"We had less money for the budget than Hollywood films had for catering," director Shane Abbess says.
"We were selling things like surfboards and guitars. The sacrifice was huge. Our director of photography sold his house because he couldn't repay the mortgage. He moved his wife and three-week-old kid to Melbourne. We had people working day jobs, then working eight or nine hours a night. I was working [during the day] in a call centre."
Yet they all believed strongly in their project, an act of faith rather apt for a story about angels. Australia doesn't have much of a reputation for making supernatural action films - even if Australian director Alex Proyas made that masterpiece of the genre, The Crow - so Abbess was taking even more of a gamble with his debut feature film.
Their faith paid off. Sony was so impressed by what Abbess and his team had achieved it gave them additional money for special effects and bought the worldwide distribution rights for the film.

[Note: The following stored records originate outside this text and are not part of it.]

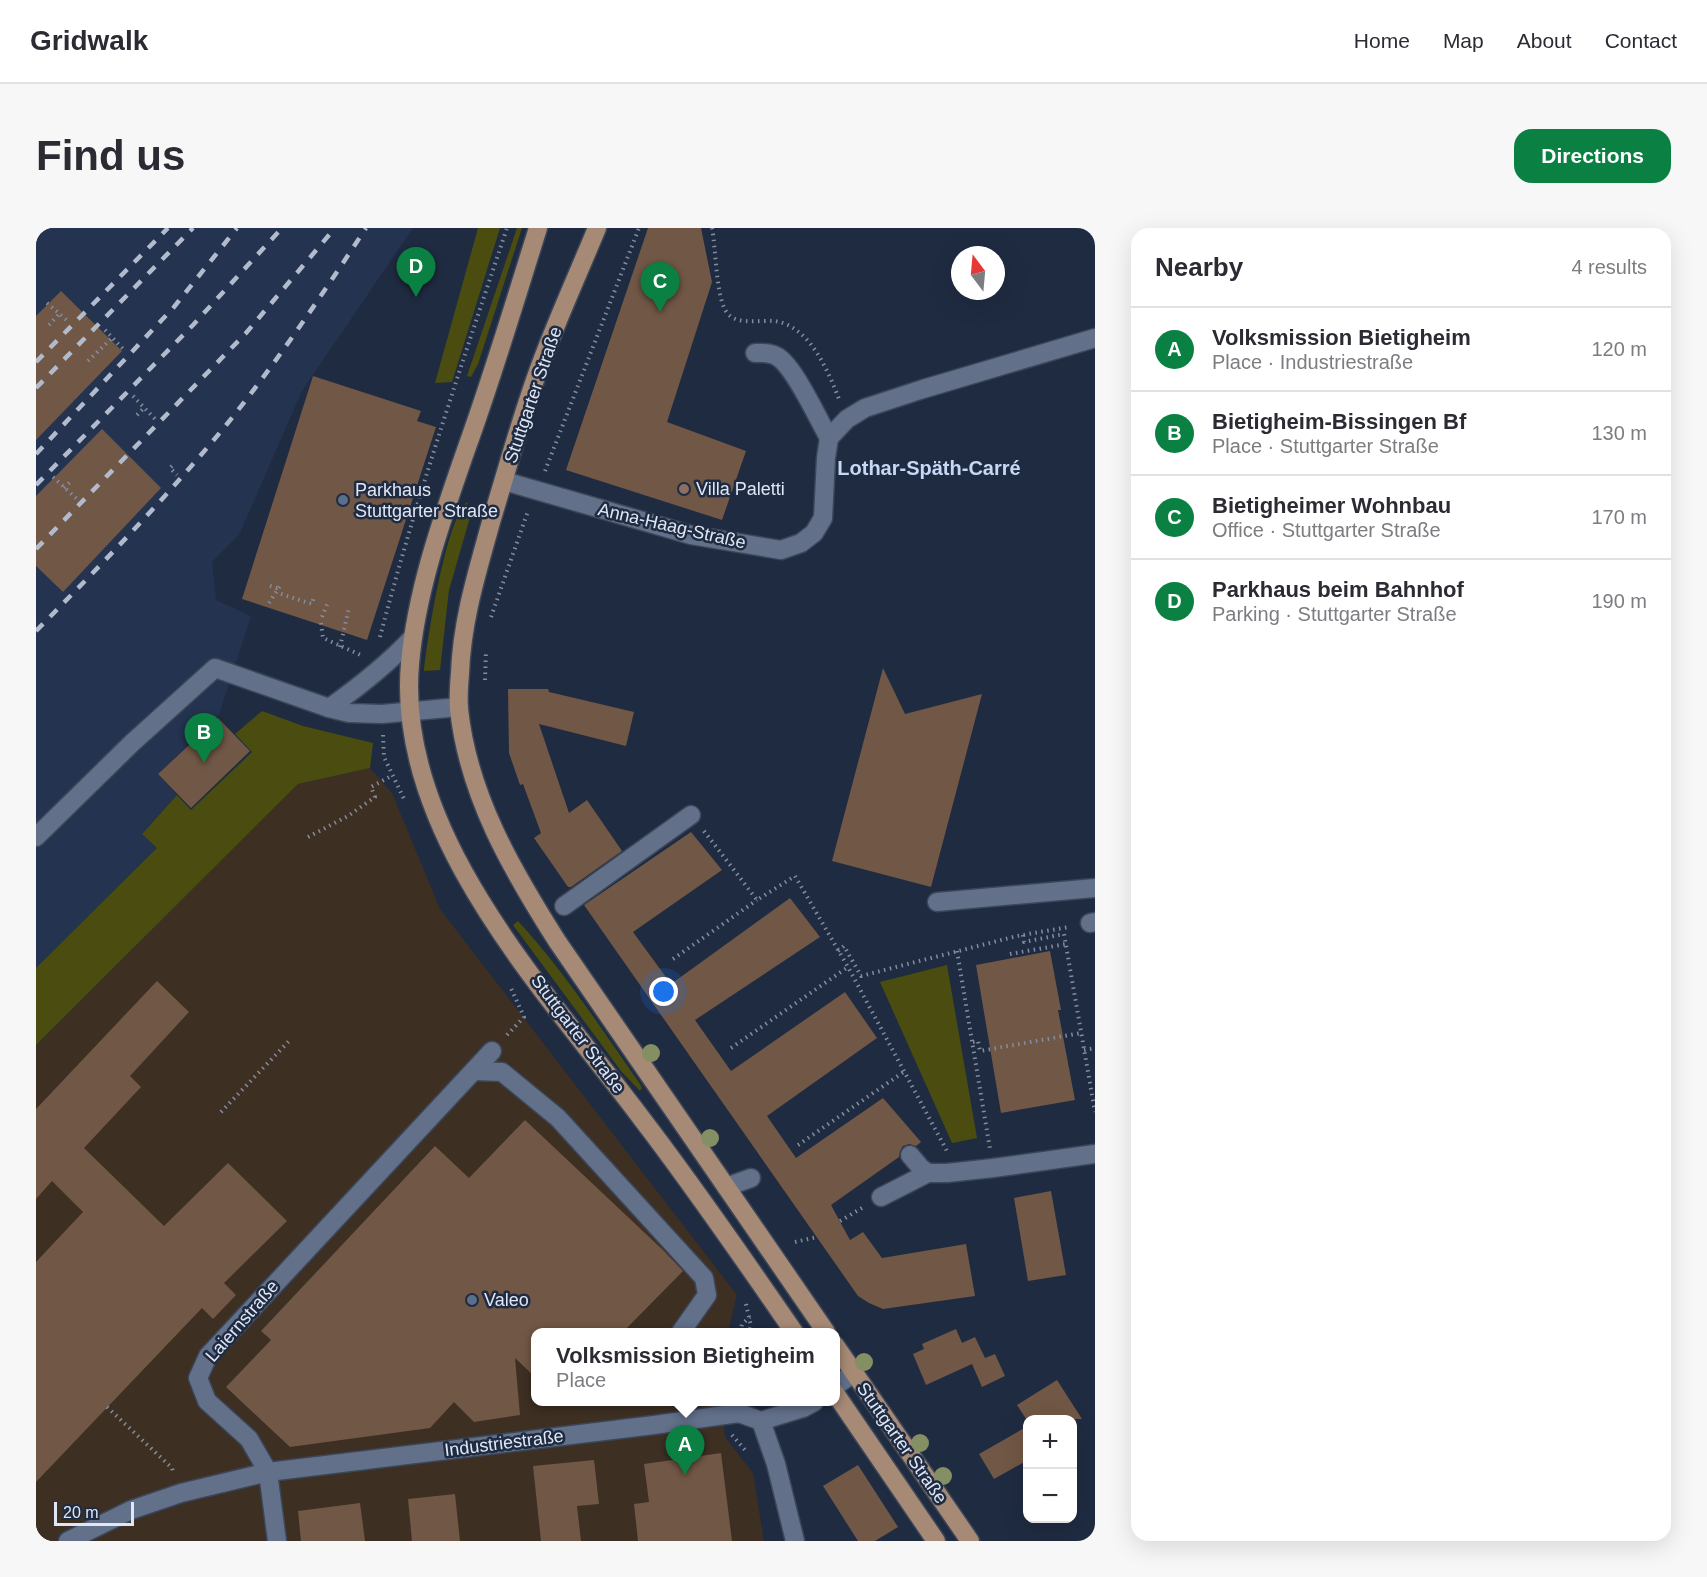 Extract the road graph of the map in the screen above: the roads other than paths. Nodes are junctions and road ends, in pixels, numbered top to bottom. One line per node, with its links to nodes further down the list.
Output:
1 (538, 228): 7 (main road, Stuttgarter Straße)
2 (597, 228): 6 (main road, Stuttgarter Straße)
3 (1095, 338): 5 (street)
4 (755, 353): 5 (street)
5 (830, 438): 6 (street, Anna-Haag-Straße)
6 (504, 481): 9 (main road, Stuttgarter Straße)
7 (413, 637): 8 (street, Stuttgarter Straße); 10 (main road, Stuttgarter Straße)
8 (329, 708): 10 (street); 12 (street)
9 (459, 708): 10 (street); 22 (main road, Stuttgarter Straße)
10 (410, 712): 24 (main road, Stuttgarter Straße)
11 (695, 820): 15 (street)
12 (36, 837)
13 (1095, 888): 14 (street)
14 (937, 902)
15 (564, 906)
16 (492, 1052): 17 (street, Laiernstraße)
17 (474, 1071): 25 (street); 34 (street, Laiernstraße)
18 (1095, 1154): 20 (street)
19 (910, 1155): 20 (street)
20 (928, 1173): 23 (street)
21 (751, 1178): 22 (street)
22 (726, 1187): 26 (main road, Stuttgarter Straße)
23 (882, 1197)
24 (784, 1325)
25 (684, 1328)
26 (823, 1328)
27 (840, 1352): 28 (main road, Stuttgarter Straße)
28 (854, 1373): 29 (street); 39 (main road, Stuttgarter Straße)
29 (840, 1383)
30 (840, 1400): 38 (main road, Stuttgarter Straße)
31 (804, 1406): 33 (street)
32 (743, 1407): 33 (street, Industriestraße); 34 (street, Industriestraße)
33 (761, 1421): 37 (street)
34 (268, 1472): 35 (street); 36 (street)
35 (68, 1541)
36 (277, 1541)
37 (795, 1541)
38 (936, 1541)
39 (970, 1541)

"Sony in America couldn't believe we made this film in Australia because it looks so international," Abbess says.
Gabriel is set in Purgatory, a dark, smoky-looking realm for souls stuck between heaven and hell. Fighting over Purgatory and its ruin of a city are two groups: seven archangels and seven fallen angels. Gabriel, the archangel of the title, is sent to Purgatory to reclaim the realm for heaven.
He faces two challenges: first, defeating the forces of evil, led by the powerful Sammael (Dwaine Stevenson); and second, inhabiting a human body, with all its frailties and emotions.
As Uriel, Gabriel's ally, says: "I hate this place ... I hate myself ... and before I arrived, I didn't even know what that feeling was."
"The [angels] haven't had to control their emotions before, things like love and hate," Abbess says. "If you've neverm had anger before, it's such a strong emotion.
"It's easy for the angels to [judge people] because they've never been human before. Gabriel realises being human is harder than anything."